Anyways, go have a look at this preview of Silo 2.0
Silo is a subdivision-based modeling program, and the next major update is going to have displacement painting, essentially making the program a cousin to the likes of ZBrush or Mudbox. The difference is that if you buy it today, Silo 1.4 will only cost you $109, and you'll get a free upgrade to 2.0 once it's out. (ZBrush is about $500, Mudbox's pricing is still unannounced AFAIK but people were expecting thousands of dollars last I heard) Nevercenter certainly knew how to get my cash off me
I installed the learning addition last night and was pretty much modelling a blob in no time, it takes a bit of getting used to after using Blender but as modelling apps go I felt comfortable with it.
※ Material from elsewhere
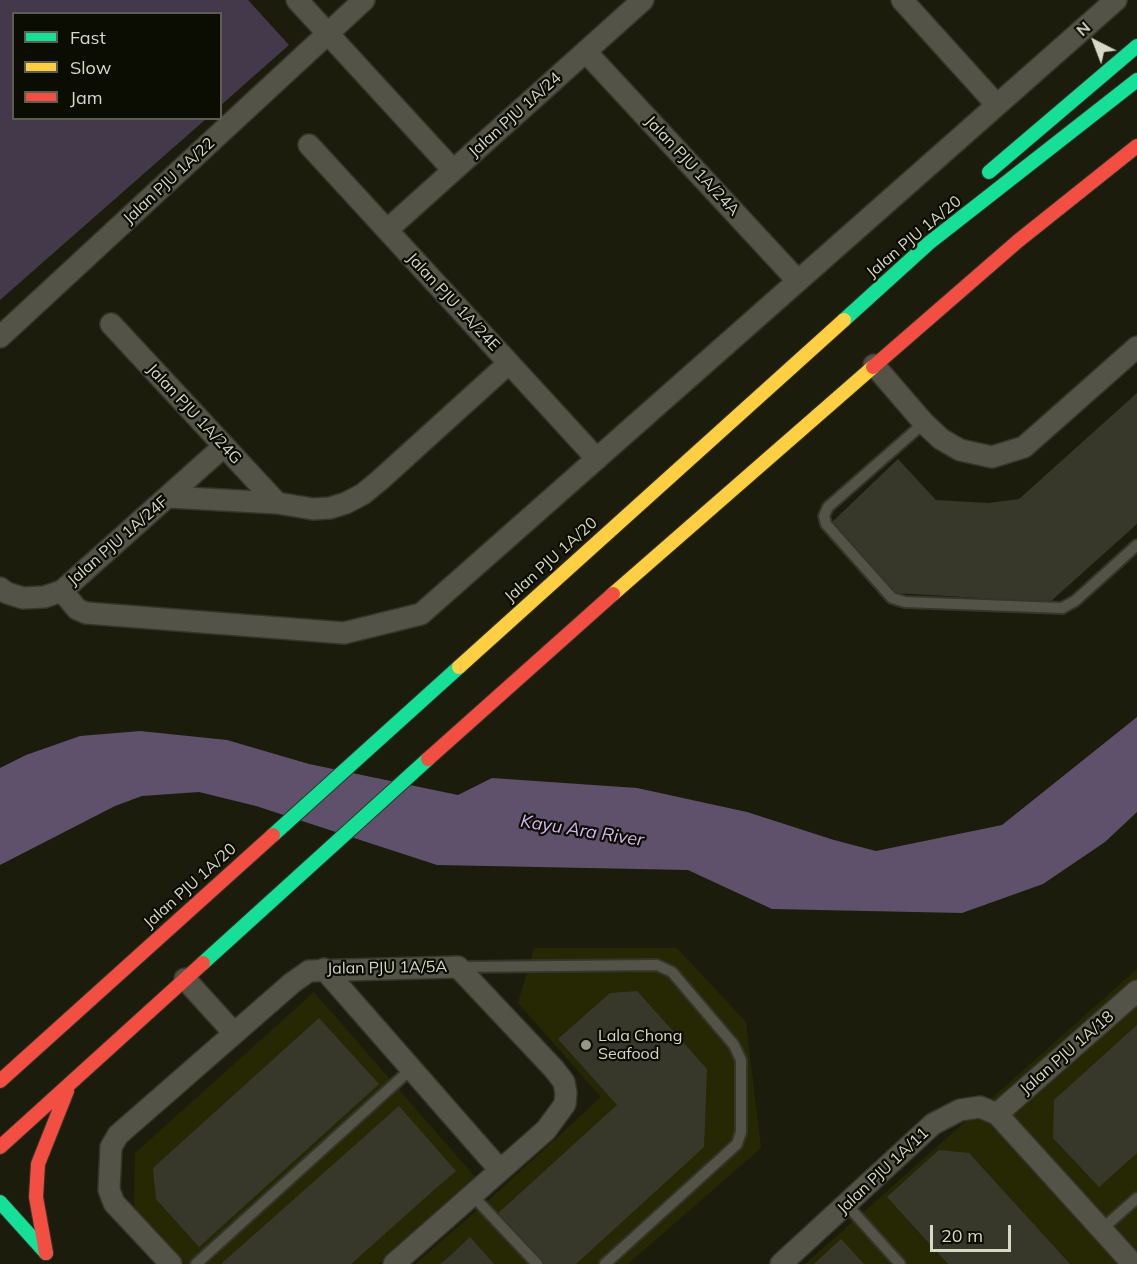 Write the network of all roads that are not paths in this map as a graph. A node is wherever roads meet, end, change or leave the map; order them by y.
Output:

I haven't done any further research but for game's modding one would need to know that it can export to various supported formats and such like - if it can't do that all is not lost but it'd be a good selling point if the Silo team can make a more concerted effort in regards to this than the half arsed attempts we get from the 'big boys'.
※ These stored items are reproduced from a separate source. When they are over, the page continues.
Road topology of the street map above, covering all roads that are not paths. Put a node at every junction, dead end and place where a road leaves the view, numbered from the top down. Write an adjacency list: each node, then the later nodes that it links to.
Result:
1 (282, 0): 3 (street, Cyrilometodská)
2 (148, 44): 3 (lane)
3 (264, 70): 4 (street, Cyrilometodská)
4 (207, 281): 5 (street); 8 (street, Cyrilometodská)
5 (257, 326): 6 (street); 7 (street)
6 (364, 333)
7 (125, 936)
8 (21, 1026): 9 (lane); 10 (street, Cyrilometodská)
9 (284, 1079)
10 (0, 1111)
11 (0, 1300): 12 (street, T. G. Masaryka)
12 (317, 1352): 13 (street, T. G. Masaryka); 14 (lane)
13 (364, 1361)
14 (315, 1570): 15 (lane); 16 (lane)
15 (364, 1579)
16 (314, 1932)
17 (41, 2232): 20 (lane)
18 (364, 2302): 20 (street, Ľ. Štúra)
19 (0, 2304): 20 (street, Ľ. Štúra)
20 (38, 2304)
junglist wrote:Does anyone care to explain "brush-based displacement painting" (reading from the press release)?
BTW, Brush = paint brush, not Q3 brush.
I think it means that it comes with a 3D paint brush like in zBrush, that lets you paint displacement maps directly onto the model in real-time.
Yes it does, deplacement pysically alters the nature of the mesh itself rather than being a render/virtual based 'effect'.
You need a powerful PC to do this level of modelling though, either that or your model has to be broken down into more manageble chunks (my sorry ass PC can't handle huge polycounts needed for full models, anything over 250k and I start to struggle.. poop).